● **WORK REQUEST**: Please report, as a single number, how many lines in the entries include the string "Moema".

=== Begin Enclosure ===

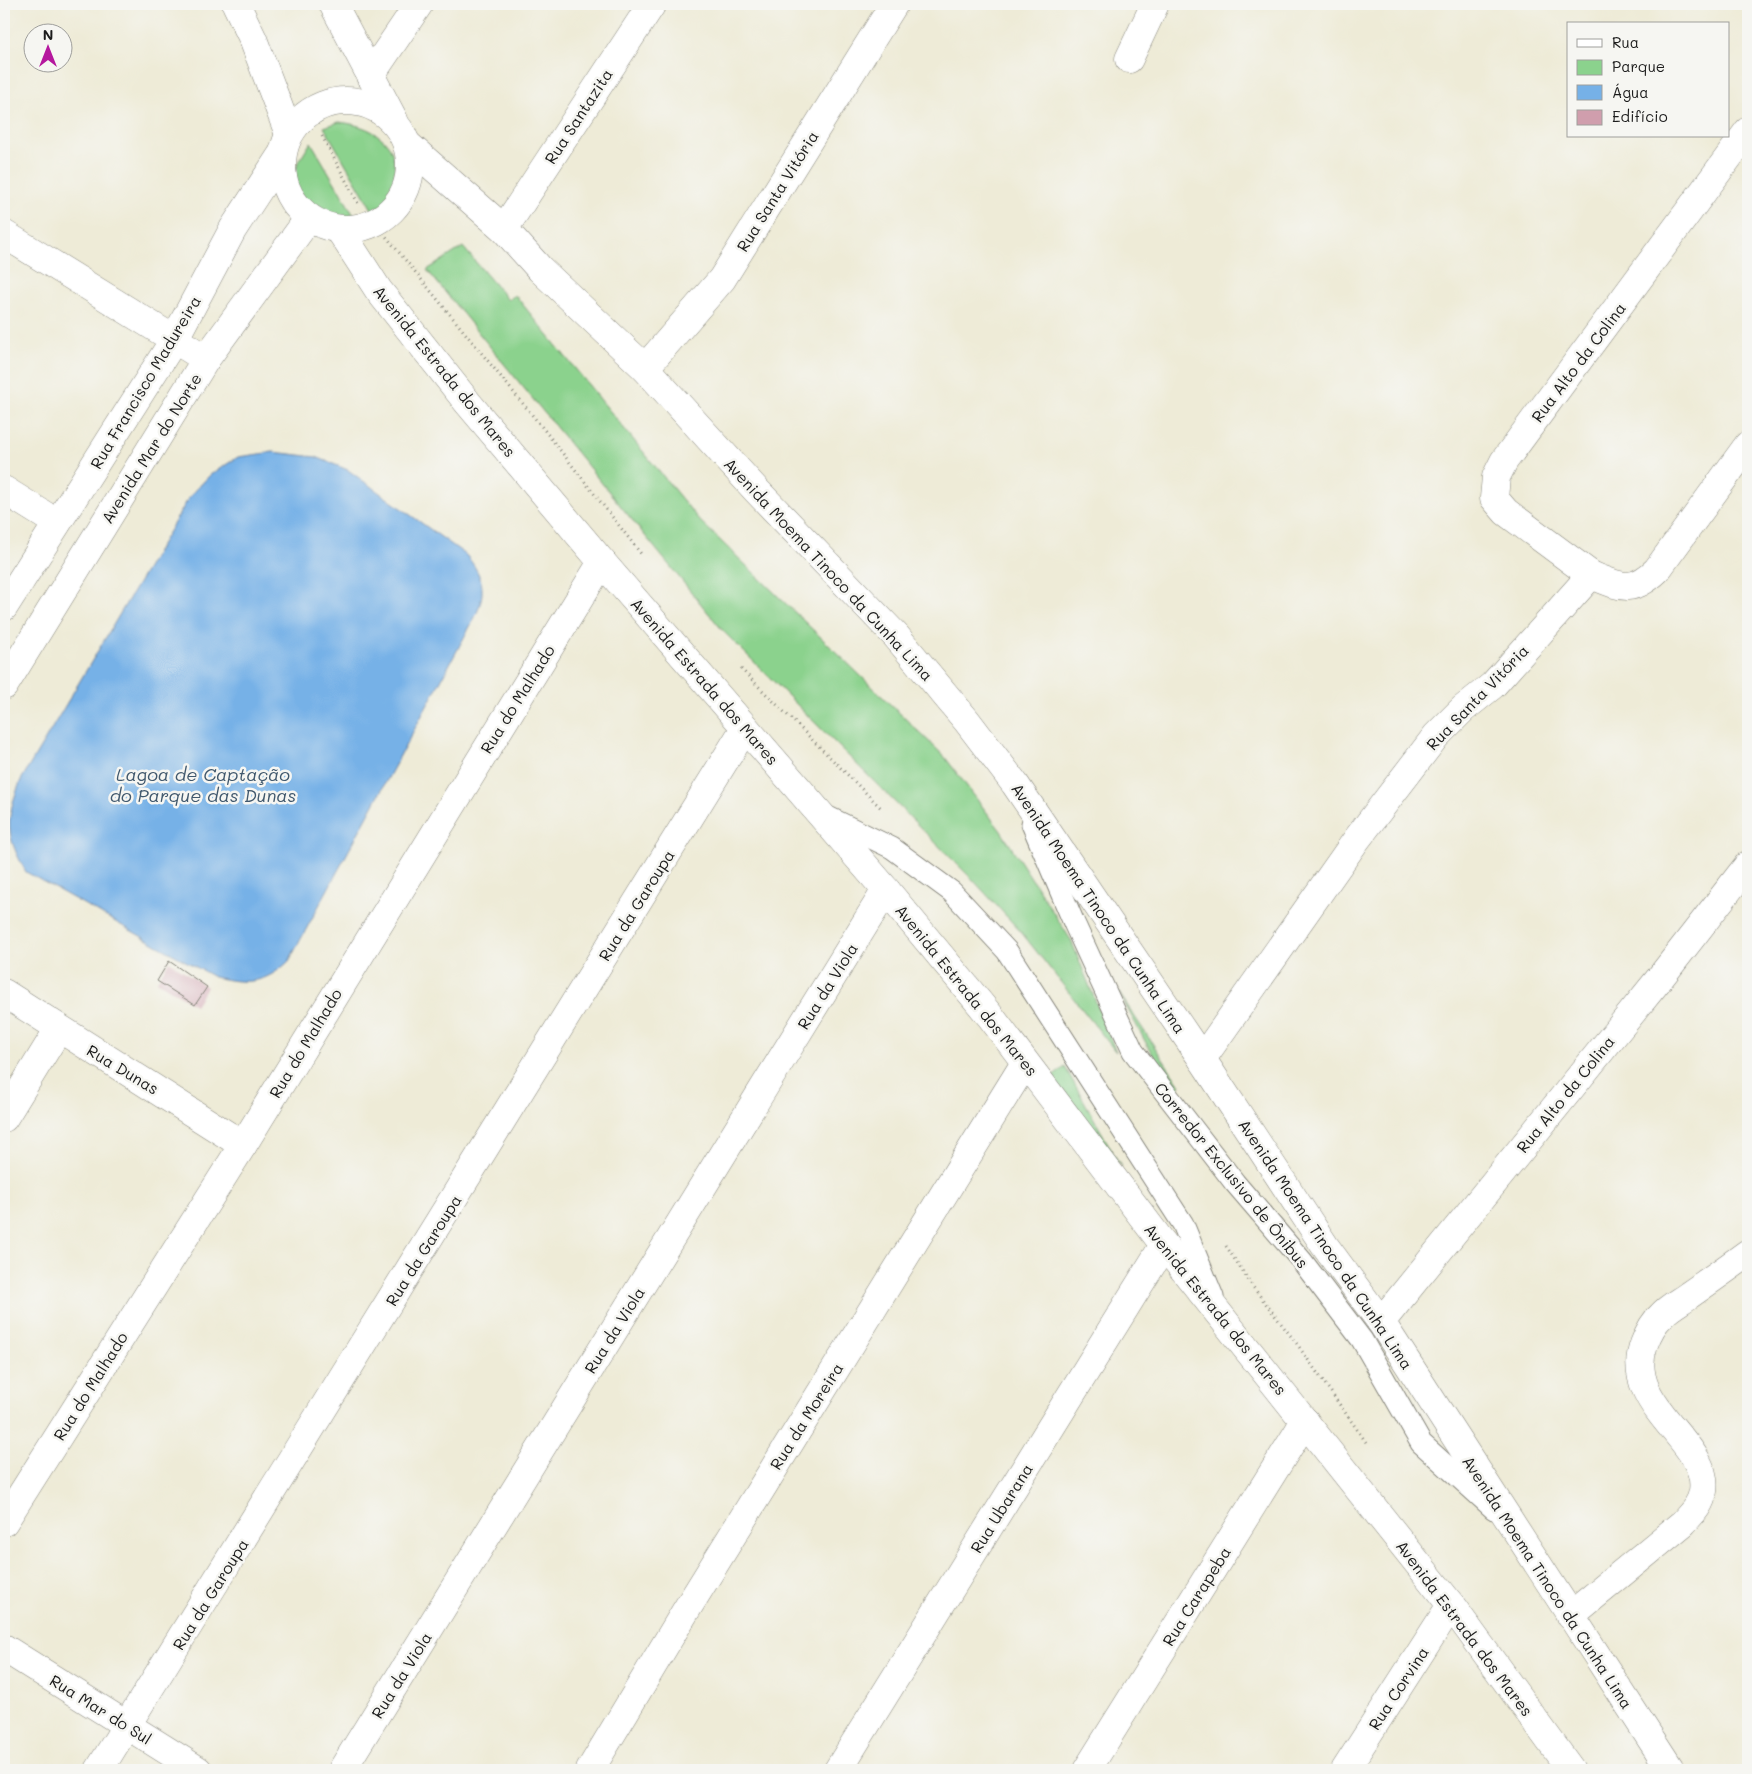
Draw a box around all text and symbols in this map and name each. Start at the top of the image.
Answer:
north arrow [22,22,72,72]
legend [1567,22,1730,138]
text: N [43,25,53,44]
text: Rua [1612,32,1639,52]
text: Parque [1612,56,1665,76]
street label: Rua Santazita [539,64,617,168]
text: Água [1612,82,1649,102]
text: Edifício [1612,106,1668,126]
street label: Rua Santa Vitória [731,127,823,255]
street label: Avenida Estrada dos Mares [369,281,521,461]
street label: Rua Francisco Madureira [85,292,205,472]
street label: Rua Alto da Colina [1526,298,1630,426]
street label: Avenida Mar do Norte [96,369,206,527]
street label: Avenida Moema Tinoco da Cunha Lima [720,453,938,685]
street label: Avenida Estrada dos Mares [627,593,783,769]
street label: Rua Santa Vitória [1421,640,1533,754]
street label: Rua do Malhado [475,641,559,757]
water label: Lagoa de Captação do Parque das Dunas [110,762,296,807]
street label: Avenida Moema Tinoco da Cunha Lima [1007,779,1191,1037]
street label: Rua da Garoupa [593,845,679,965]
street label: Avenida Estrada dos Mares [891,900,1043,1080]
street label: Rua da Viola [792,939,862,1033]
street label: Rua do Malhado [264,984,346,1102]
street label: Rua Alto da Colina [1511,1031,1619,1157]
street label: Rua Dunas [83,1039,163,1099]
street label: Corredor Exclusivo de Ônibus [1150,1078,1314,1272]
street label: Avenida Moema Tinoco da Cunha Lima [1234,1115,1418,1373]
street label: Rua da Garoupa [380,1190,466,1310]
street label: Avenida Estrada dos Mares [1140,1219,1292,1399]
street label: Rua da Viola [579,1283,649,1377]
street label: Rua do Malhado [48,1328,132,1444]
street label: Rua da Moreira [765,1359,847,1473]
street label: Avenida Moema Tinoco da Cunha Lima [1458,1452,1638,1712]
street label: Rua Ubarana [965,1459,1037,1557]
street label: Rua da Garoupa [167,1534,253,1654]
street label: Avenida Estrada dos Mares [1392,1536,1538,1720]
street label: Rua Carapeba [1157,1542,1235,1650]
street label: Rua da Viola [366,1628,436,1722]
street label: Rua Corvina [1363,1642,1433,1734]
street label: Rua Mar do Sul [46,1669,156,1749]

=== End Enclosure ===
=== Begin Enclosure ===

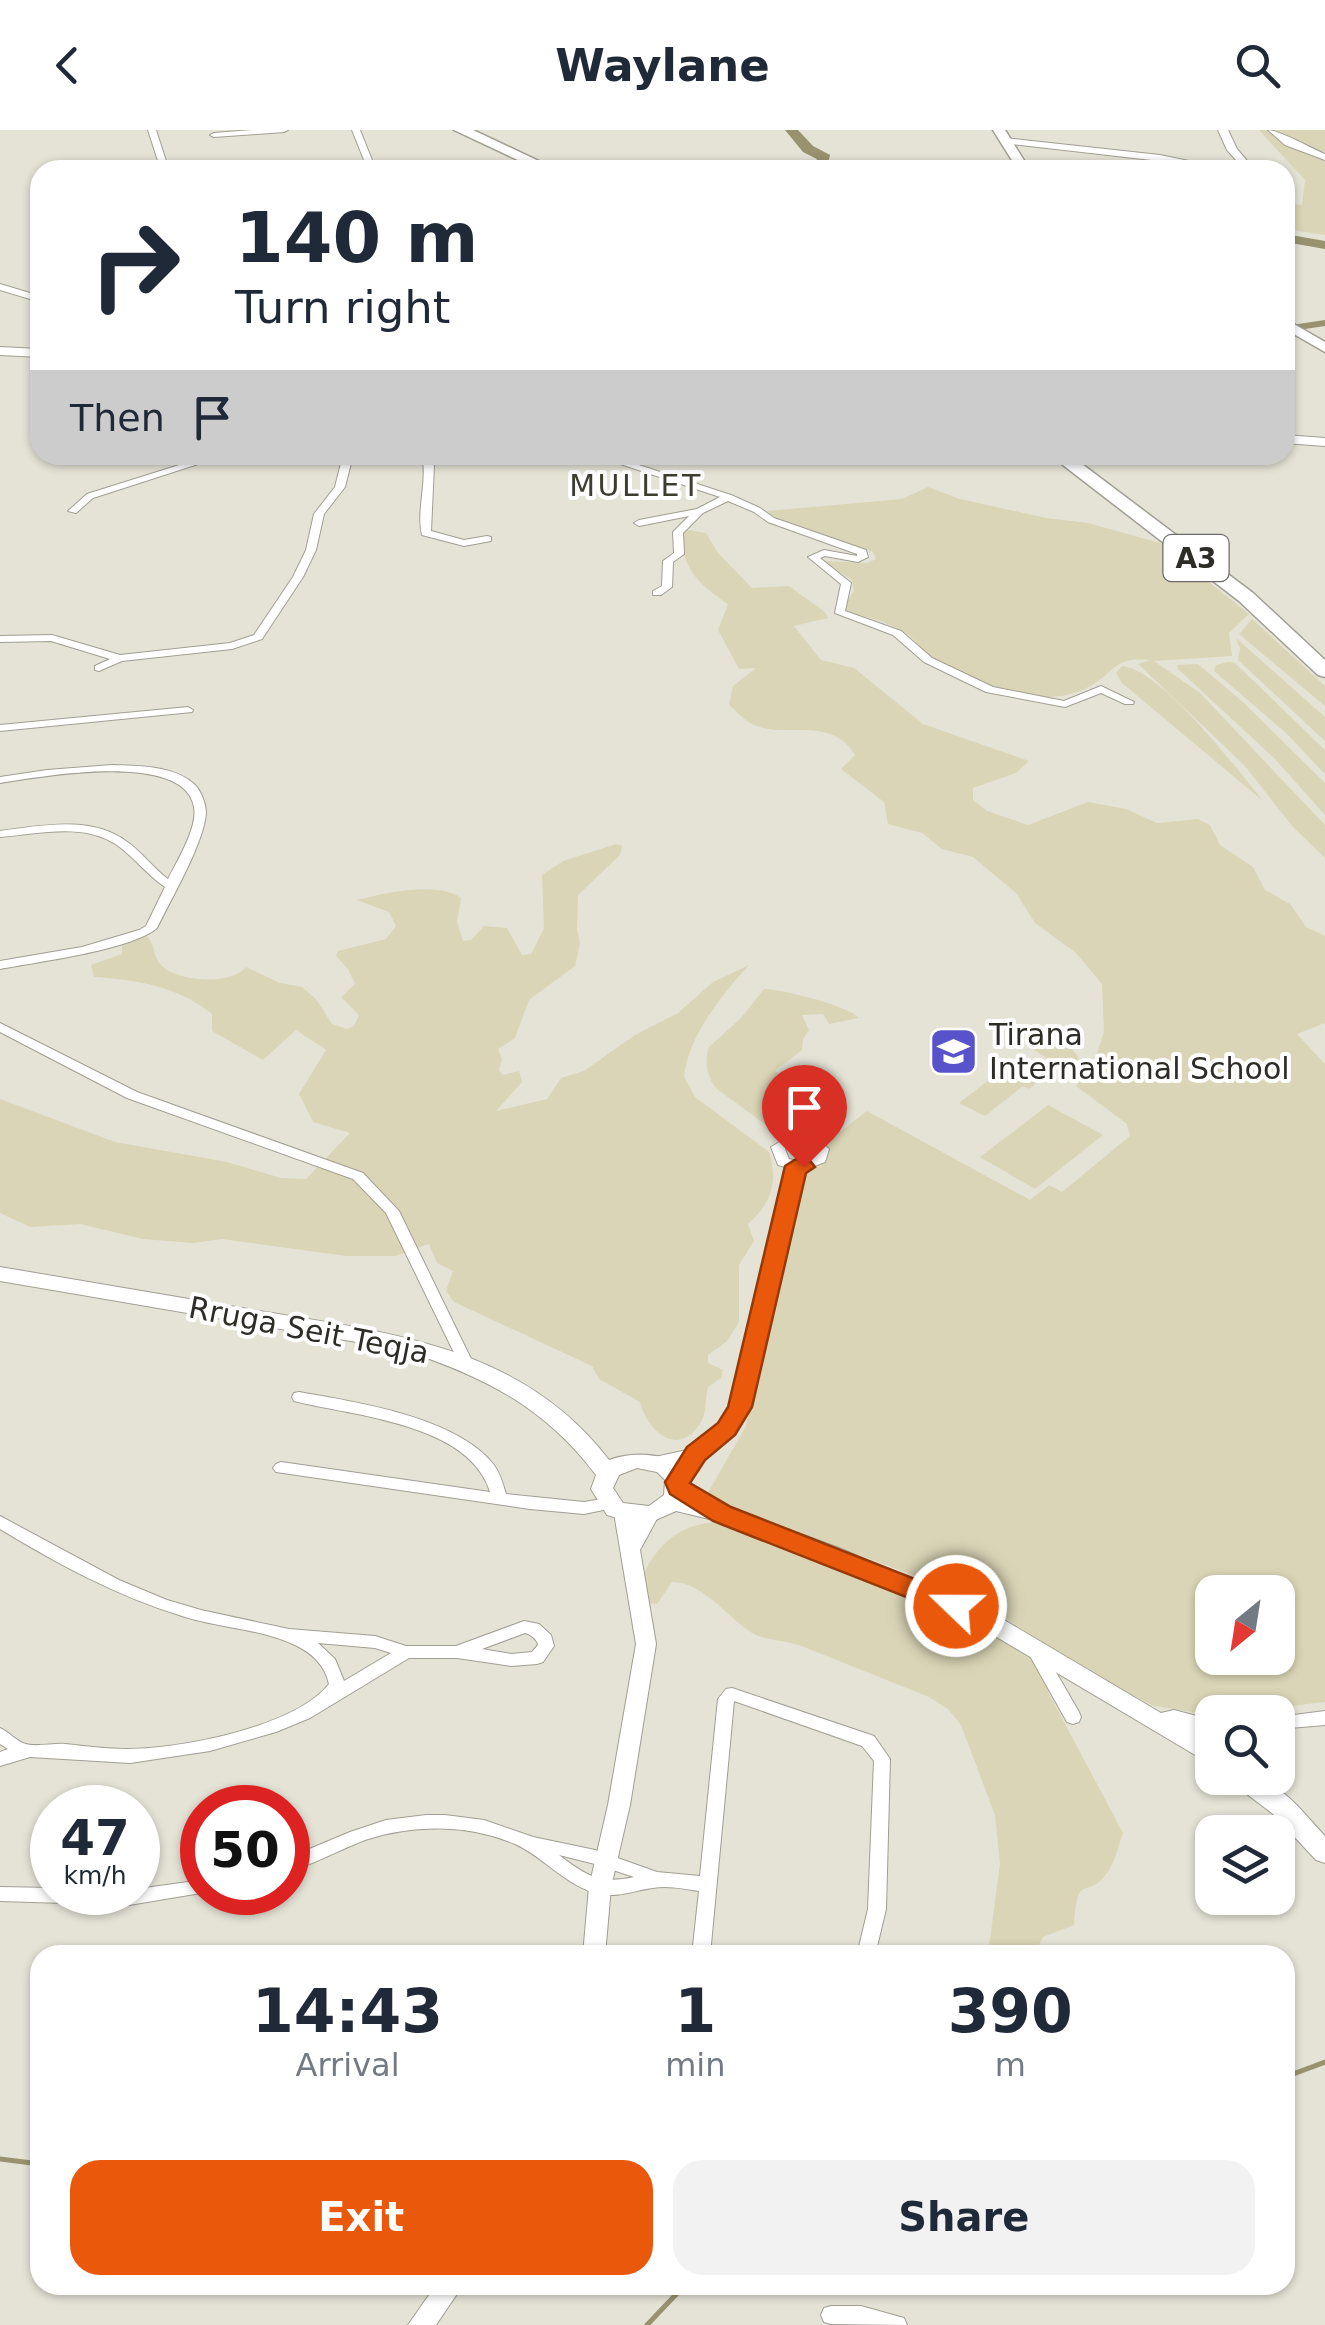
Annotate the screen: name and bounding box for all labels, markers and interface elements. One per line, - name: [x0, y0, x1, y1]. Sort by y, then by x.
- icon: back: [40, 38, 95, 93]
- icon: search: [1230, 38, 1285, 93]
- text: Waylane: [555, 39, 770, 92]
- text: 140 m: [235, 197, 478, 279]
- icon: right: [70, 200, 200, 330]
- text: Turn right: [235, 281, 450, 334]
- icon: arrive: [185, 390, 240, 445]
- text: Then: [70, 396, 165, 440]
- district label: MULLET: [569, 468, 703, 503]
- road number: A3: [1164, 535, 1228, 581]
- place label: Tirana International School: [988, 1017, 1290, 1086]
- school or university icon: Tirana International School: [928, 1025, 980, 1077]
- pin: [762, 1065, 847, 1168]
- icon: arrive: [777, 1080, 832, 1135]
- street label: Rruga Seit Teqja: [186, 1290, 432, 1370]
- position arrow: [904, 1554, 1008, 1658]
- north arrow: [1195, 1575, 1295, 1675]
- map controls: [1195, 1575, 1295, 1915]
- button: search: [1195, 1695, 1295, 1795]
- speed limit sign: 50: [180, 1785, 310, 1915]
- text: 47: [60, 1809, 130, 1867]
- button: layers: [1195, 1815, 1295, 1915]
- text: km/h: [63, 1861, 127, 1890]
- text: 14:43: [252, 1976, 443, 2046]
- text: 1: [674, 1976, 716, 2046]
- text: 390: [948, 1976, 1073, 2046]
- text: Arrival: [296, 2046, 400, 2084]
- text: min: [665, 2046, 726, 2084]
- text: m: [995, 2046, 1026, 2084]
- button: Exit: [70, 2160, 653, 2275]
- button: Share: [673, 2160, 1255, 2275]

=== End Enclosure ===

● **FINAL ANSWER**: 4